The former school will also serve as the home for the LTFC and longtime partner People’s Institute for Survival and Beyond, and will provide 25 units of affordable housing for low-income seniors.
Together, the LTFC and Alembic purchased the school in January 2020 and began the $16.2 million rehabilitation. Funding for the redevelopment came from a variety of sources, including federal New Markets Tax Credits, federal and state historic tax credits, the City of New Orleans, Louisiana Housing Corporation, the National Park Service, Reinvestment Fund, and additional public and private sources.
The Promise of Preservation
The work of the LTFC and the future of the TEP Interpretive Center is just one example of the critical role preservation plays not only to tell the full American story, but also to build stronger communities—two key priorities of the National Trust for Historic Preservation.
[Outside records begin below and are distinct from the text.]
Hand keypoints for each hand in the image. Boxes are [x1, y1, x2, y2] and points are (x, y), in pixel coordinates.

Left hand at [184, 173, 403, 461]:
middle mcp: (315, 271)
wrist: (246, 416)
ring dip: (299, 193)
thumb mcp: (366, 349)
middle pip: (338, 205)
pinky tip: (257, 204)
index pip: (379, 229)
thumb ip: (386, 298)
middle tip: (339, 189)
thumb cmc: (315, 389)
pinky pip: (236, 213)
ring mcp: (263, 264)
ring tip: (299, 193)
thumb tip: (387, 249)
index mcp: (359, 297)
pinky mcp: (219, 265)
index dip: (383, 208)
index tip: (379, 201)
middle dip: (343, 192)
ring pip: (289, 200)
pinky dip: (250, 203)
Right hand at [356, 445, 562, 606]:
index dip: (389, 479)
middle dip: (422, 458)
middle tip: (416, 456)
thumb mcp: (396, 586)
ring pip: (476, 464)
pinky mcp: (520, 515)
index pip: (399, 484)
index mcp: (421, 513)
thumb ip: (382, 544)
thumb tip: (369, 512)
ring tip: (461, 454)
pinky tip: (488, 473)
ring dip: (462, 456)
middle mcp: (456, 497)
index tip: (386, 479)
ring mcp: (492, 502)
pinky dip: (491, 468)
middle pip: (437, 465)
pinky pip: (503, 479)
The strength and determination of the McDonogh Three, and the leadership of Leona Tate are a window into the potential and promise of preservation. Leveraging our programs to support the LTFC, the National Trust is sending a clear signal that preservation is a force for change.
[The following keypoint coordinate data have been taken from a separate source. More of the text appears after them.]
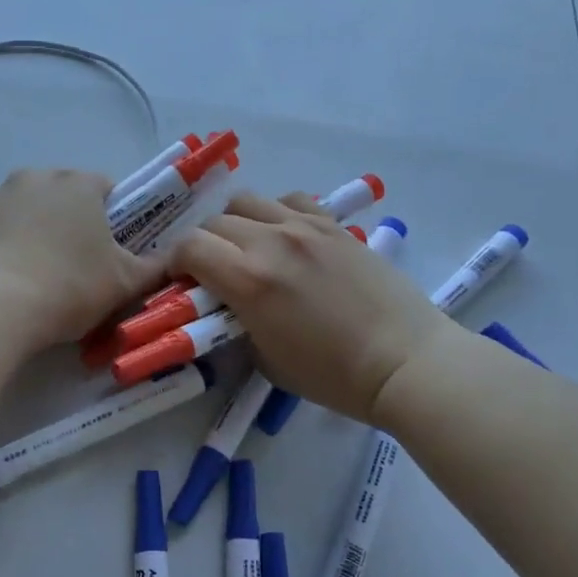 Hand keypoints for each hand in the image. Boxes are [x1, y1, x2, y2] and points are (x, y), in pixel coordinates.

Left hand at [0, 169, 164, 353]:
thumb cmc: (70, 287)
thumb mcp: (126, 283)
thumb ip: (156, 267)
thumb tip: (175, 258)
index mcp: (78, 183)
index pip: (107, 189)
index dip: (116, 219)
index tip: (114, 251)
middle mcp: (35, 178)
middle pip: (65, 197)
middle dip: (74, 224)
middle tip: (81, 267)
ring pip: (29, 212)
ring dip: (39, 233)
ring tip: (42, 277)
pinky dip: (7, 248)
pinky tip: (11, 282)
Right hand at [169, 192, 451, 424]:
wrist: (403, 361)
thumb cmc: (332, 375)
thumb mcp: (265, 359)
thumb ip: (236, 323)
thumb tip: (226, 305)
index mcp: (248, 280)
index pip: (189, 247)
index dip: (174, 262)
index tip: (179, 280)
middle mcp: (271, 241)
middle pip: (213, 222)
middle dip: (202, 245)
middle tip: (211, 271)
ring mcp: (305, 227)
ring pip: (248, 201)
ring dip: (235, 224)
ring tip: (247, 248)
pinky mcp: (334, 225)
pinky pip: (290, 201)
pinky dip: (276, 213)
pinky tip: (285, 237) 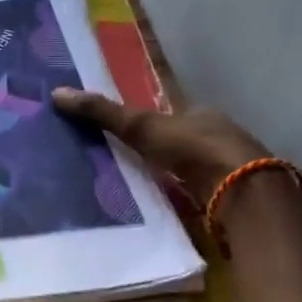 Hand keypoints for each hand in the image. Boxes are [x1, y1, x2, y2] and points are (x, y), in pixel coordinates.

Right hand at [50, 87, 267, 202]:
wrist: (244, 192)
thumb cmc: (195, 148)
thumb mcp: (141, 126)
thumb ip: (103, 113)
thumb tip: (57, 93)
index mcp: (203, 114)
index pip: (173, 114)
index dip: (151, 122)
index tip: (129, 133)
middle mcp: (220, 136)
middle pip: (184, 142)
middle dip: (163, 151)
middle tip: (131, 162)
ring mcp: (229, 169)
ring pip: (195, 169)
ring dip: (175, 177)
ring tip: (142, 188)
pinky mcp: (234, 199)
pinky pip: (203, 195)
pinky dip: (187, 200)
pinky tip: (169, 208) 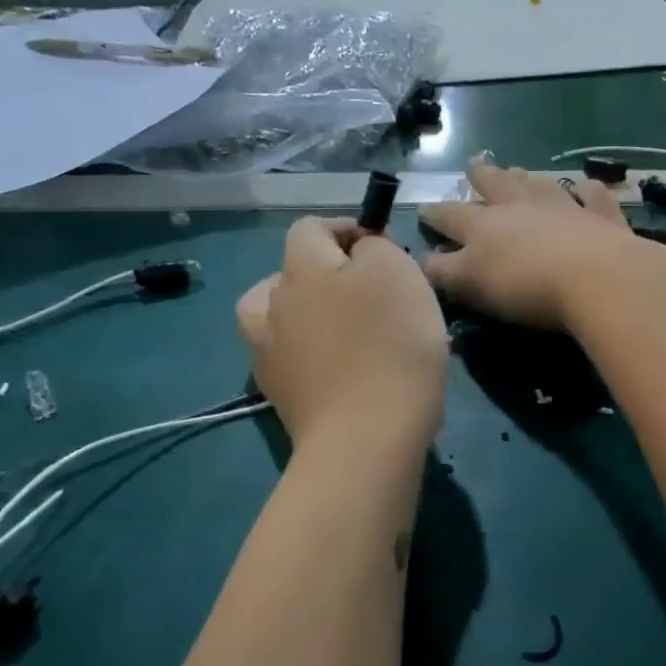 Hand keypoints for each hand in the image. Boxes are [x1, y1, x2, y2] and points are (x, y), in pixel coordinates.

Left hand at [236, 218, 448, 444]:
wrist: (366, 437)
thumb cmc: (391, 345)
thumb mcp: (397, 273)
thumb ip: (374, 248)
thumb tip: (359, 252)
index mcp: (302, 269)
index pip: (310, 228)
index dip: (345, 228)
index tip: (380, 247)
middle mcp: (273, 304)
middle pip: (291, 271)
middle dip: (327, 272)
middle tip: (368, 292)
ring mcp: (268, 352)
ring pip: (275, 314)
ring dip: (301, 311)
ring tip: (335, 327)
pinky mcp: (278, 393)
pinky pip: (286, 356)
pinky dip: (305, 352)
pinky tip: (333, 365)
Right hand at [419, 157, 654, 331]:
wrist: (596, 277)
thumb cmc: (525, 285)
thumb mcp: (471, 284)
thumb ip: (444, 272)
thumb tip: (424, 261)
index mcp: (484, 225)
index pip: (451, 215)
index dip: (434, 214)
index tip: (423, 209)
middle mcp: (521, 207)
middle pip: (496, 185)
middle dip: (482, 177)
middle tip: (474, 165)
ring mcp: (564, 207)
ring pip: (539, 184)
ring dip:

For example, in 2020, the African American Cultural Heritage Action Fund contributed a $75,000 grant (donated by The Andrew W. Mellon Foundation) to help the LTFC realize its project to interpret the girls’ experience that first day as they waited outside the Principal’s Office while all the white students were removed. This second-floor hallway space will now become an immersive exhibit that contributes to the former school’s rebirth as a place of reconciliation and healing.
The preservation process for the TEP Interpretive Center also provided an opportunity for introducing preservation trades to a new audience. In the spring of 2021, Capital One provided funding for the National Trust’s HOPE Crew preservation trades training program to complete work on staircases inside the school. Participants from Louisiana Green Corps and New Orleans Technical Education Provider learned carpentry and other skills as they worked to restore existing stairways and recreate a third stairway. As a result, a new generation of diverse youth learned under-taught skills, helping to preserve historic materials and give this site new life.
And as a partner in the National Trust’s Where Women Made History campaign, Benjamin Moore donated 700 gallons of paint for the building’s interior.
As Lynell George writes of Tate and the TEP Interpretive Center in the Summer 2021 issue of Preservation magazine, “Walking over that threshold 60 years ago, Tate opened a circle she hopes to close: ‘That’s where I was first introduced to racism. It started there. It can end there.’” Such is the power of people saving places to better tell the full American story.